Antibiotic resistance is almost as old as antibiotics themselves. Strep infections and gonorrhea quickly became resistant to the sulfa drugs, the first antibiotics. By the early 1950s, already three-quarters of the staph germs isolated from hospitalized patients were resistant to penicillin. The first penicillin-resistant pneumococcal infections—the bacteria that cause earaches in children and pneumonia in adults—emerged in the late 1960s in Australia and New Guinea.

“Little by little we are experiencing the erosion of the strongest bulwarks against serious bacterial infection…” warned Dr. Maxwell Finland, a Harvard infectious disease expert, in a New England Journal of Medicine editorial in 1978.

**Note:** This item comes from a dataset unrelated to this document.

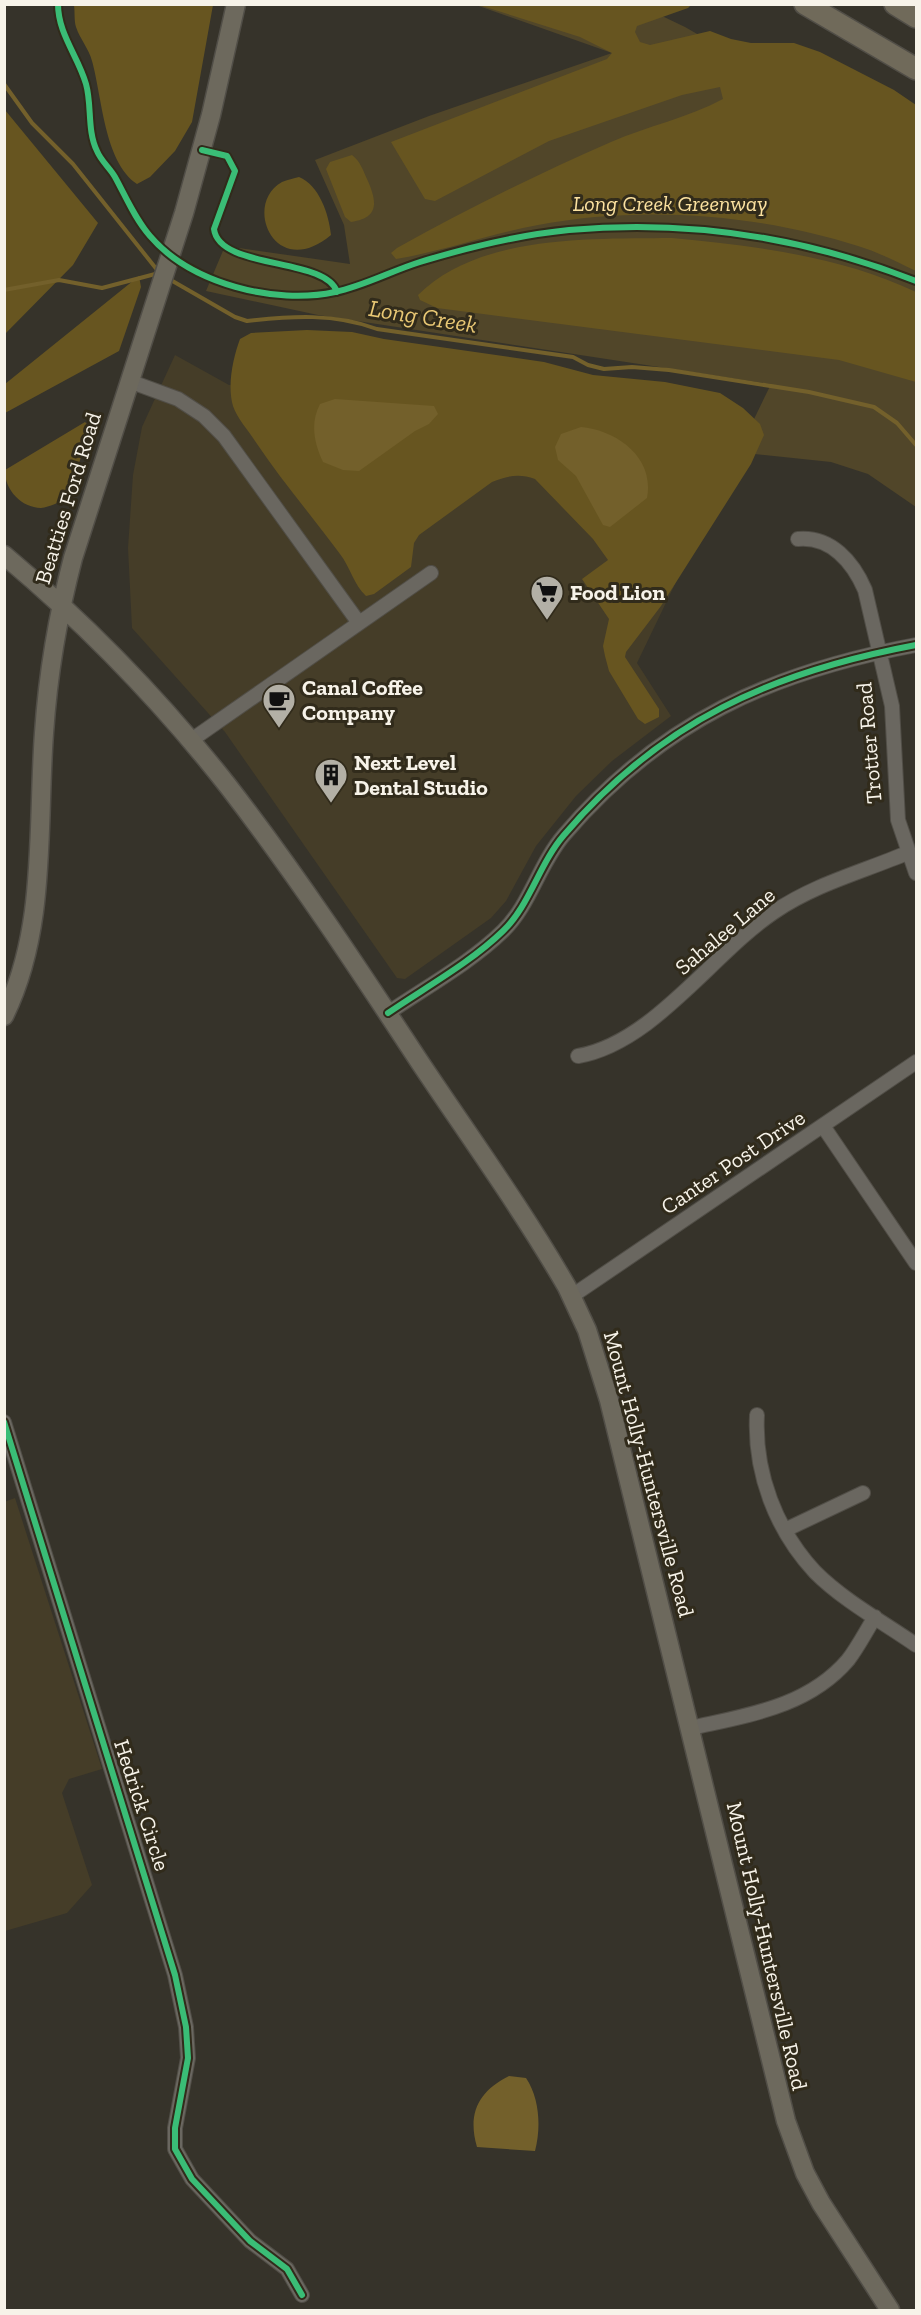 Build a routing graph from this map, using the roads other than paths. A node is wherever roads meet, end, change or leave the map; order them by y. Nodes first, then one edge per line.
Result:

Dr. Robert C. Moellering, a Harvard Medical School professor, is one of the world’s foremost authorities on antibiotic resistance. When we interviewed him for this article, he echoed Dr. Finland: “What is happening is the continuing erosion of the effect of the currently available drugs.”

It’s a Bad Situation…

So has anything really changed? Yes and no. Clearly the bacterial world never took kindly to our efforts to wipe it out. From the beginning, it thwarted antimicrobial assaults with ruthless Darwinian selection of its most resistant members. Bacteria also evade antibiotics by promiscuously swapping genes within and across species.

But in the past, even worried experts like Finland could take solace from the fact that if one group of antibiotics couldn’t defeat an infection, another probably would: if penicillin didn’t work, methicillin might. Then the macrolides (erythromycin and others) came along, followed by the cephalosporins and the fluoroquinolones like ciprofloxacin, more commonly known by its anthrax-fighting brand name, Cipro.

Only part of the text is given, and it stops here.